Utilize the CREATE concept to break down the steps to:
- Consider what you love doing.
- Realistically think about how often you can do it.
- Explore the resources you’ll need to succeed.
- Apply gratitude for the fitness journey that is about to begin.
- Take action and get started!
- Examine your set up—what’s working/what’s not/what can change (give yourself grace!).
If you’re interested in mapping out your fitness journey and reflecting upon your current lifestyle, check out our Cuse Fit Chats to meet with a personal trainer to discuss goal setting and resources to help you begin your fitness journey.
If you’re interested in more of a hands-on tutorial specific to fitness equipment, check out Fitness Center Orientations! If you’re looking to get acclimated to strength training within the weight room, check out our Lift and EmpoWer: Women on Weights and our Lift and Learn programming. All of these programs are located on the Wellness Portal.
02What’s a good way to track how you’re progressing toward your goals?
Workout journals/weekly self-reflection check-ins are a great way to track progress and revisit goals regularly.

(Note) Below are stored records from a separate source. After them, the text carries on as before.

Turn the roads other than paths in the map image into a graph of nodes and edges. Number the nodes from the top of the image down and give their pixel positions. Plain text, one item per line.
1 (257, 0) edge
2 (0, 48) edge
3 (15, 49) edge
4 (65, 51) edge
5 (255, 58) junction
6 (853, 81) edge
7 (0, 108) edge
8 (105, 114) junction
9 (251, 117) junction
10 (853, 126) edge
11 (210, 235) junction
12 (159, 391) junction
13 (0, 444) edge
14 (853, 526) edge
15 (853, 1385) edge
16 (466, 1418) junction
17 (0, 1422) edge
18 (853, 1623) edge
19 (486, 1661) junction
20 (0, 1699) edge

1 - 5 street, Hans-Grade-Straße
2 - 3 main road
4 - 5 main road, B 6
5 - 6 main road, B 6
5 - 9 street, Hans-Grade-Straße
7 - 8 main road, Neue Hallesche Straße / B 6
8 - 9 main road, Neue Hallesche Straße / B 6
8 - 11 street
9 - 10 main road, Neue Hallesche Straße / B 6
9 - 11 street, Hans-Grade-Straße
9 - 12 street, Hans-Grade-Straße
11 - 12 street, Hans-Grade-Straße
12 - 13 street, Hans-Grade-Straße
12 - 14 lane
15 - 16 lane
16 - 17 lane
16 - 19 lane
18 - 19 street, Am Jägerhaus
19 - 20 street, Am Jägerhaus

If you’re jumping right into strength training, I recommend a workout log (Excel works great for this!) to track your exercise, sets, reps, weight and volume. This will allow you to track the specifics of your workout, recognize when to increase volume and track your overall progress.

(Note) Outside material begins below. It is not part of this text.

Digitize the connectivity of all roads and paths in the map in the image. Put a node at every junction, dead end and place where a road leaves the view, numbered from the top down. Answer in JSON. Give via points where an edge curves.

If you’re looking for a less formal tracking method, try a once a week 20-minute reflection. Each Saturday, I take a few minutes and jot down my goals for the week (workout schedule, meal plan, attainable goals, etc.) During this time, I reflect on the past week’s progress: what worked and what didn’t, did I feel like I put too much pressure on myself, do I need to scale back based on fatigue, etc. Remember—both can be true—we can be proud of our accomplishments, while also acknowledging accountability!

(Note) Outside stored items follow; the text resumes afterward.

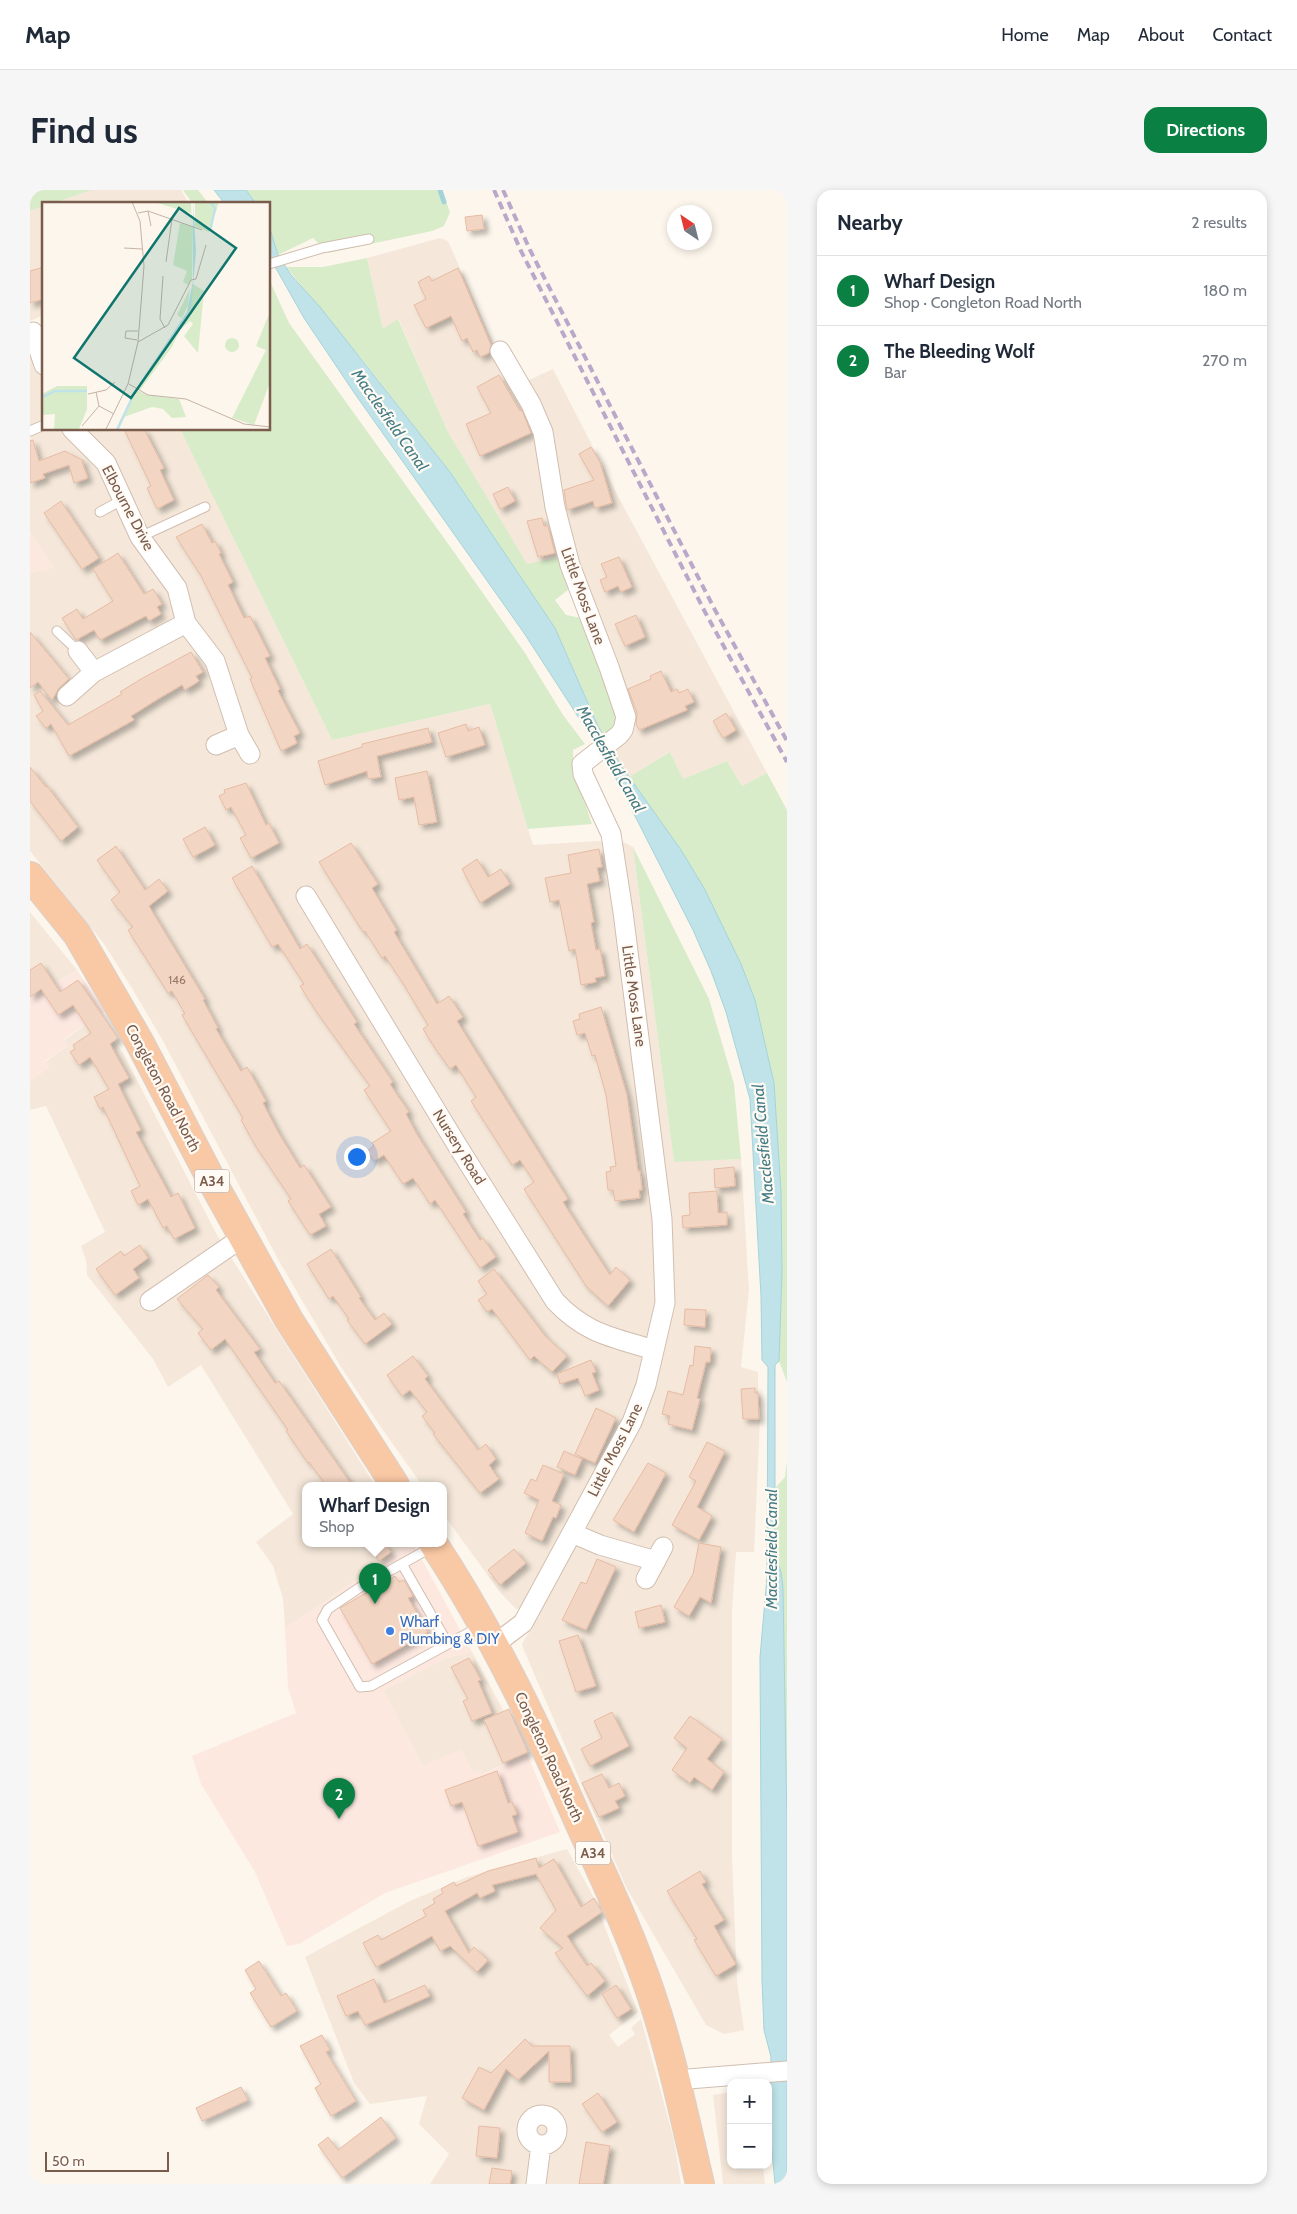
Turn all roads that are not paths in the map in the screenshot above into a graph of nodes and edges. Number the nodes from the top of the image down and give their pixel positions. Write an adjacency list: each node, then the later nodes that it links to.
1 (369, 239): 2 (lane)
2 (270, 264)
3 (36, 330): 5 (street)
4 (500, 351): 25 (street, Little Moss Lane)
5 (42, 356)
6 (42, 426): 8 (lane)
7 (73, 430): 9 (street, Elbourne Drive)
8 (30, 431)
9 (122, 500): 11 (lane); 12 (street, Elbourne Drive)
10 (205, 507): 12 (lane)
11 (100, 512)
12 (140, 537): 13 (street, Elbourne Drive)
13 (186, 623): 16 (street); 18 (street, Elbourne Drive)
14 (57, 631): 15 (lane)
15 (78, 651): 16 (street)
16 (94, 672): 17 (street)
17 (67, 696)
18 (239, 735): 19 (street); 20 (street, Elbourne Drive)
19 (216, 746)
20 (250, 754)
21 (30, 876): 23 (highway, Congleton Road North / A34)
22 (306, 896): 25 (street, Nursery Road)
23 (243, 1237): 24 (street); 26 (highway, Congleton Road North / A34)
24 (150, 1301)
25 (654, 1350): 27 (street, Little Moss Lane)
26 (393, 1482)
27 (572, 1533): 31 (street); 32 (street, Little Moss Lane)
28 (429, 1547): 30 (lane)
29 (436, 1547): 32 (highway, Congleton Road North / A34)
30 (402, 1564): 33 (lane); 33 (lane)
31 (646, 1579)
32 (489, 1634): 33 (lane); 35 (highway, Congleton Road North / A34)
33 (448, 1644)
34 (787, 2072): 35 (street)
35 (676, 2080): 38 (highway, Congleton Road North / A34)
36 (542, 2145): 37 (street)
37 (536, 2184)
38 (700, 2184)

This is a great time to practice gratitude and grace—it’s a marathon, not a sprint!
03What are some tips for staying motivated if you don’t feel that drive you felt at the beginning of the new year to stick with your fitness goals?
We use the term “just move” here in fitness. If you feel as though your motivation is beginning to dwindle, choose one habit that you feel like you can keep up (parking farther away, taking the stairs instead of the elevator, taking a fitness class once a week, blocking off 20 minutes on your calendar to step away from your desk to walk a couple times a week).
There is also something to be said for being practical vs. optimal. If it’s practical for you to only get to the gym two days a week, schedule those two days within the time block you have and do what you can. The key is to create a practical habit that leads to consistency.
Another factor we discuss is a mindset shift. Instead of saying “I have to work out,” what would it look like if you said, “I get to work out.”
Coming from a gratitude lens, appreciating what you can do, exactly where you are, rather than what you can’t, will create space for self-love, which leads to empowerment and productivity.
04What keeps you going? What’s your favorite way to stay physically active?
Strength training has always been my passion; my background is in strength and conditioning. Throughout my time coaching at the high school and college levels, and working as a Division III strength and conditioning coach, the constant in multiple settings was getting to witness the impact that strength training had on building confidence not only within a fitness setting, but in life.
Regardless of where life has taken me, I have always found some of my most confident and empowering moments in the weight room. Over the years I have had the opportunity to serve as a role model in multiple facets—exemplifying the importance of creating space to build muscle and gain confidence through strength training, which extends far beyond the weight room.
From a personal standpoint—I’m a planner. I meal prep on Sundays in preparation for the upcoming week, along with planning out my workout days, aiming to get to the gym three times a week, along with one yoga class a week. I love a good morning workout (shoulder day is my favorite)! Additionally, I enjoy hiking and kayaking.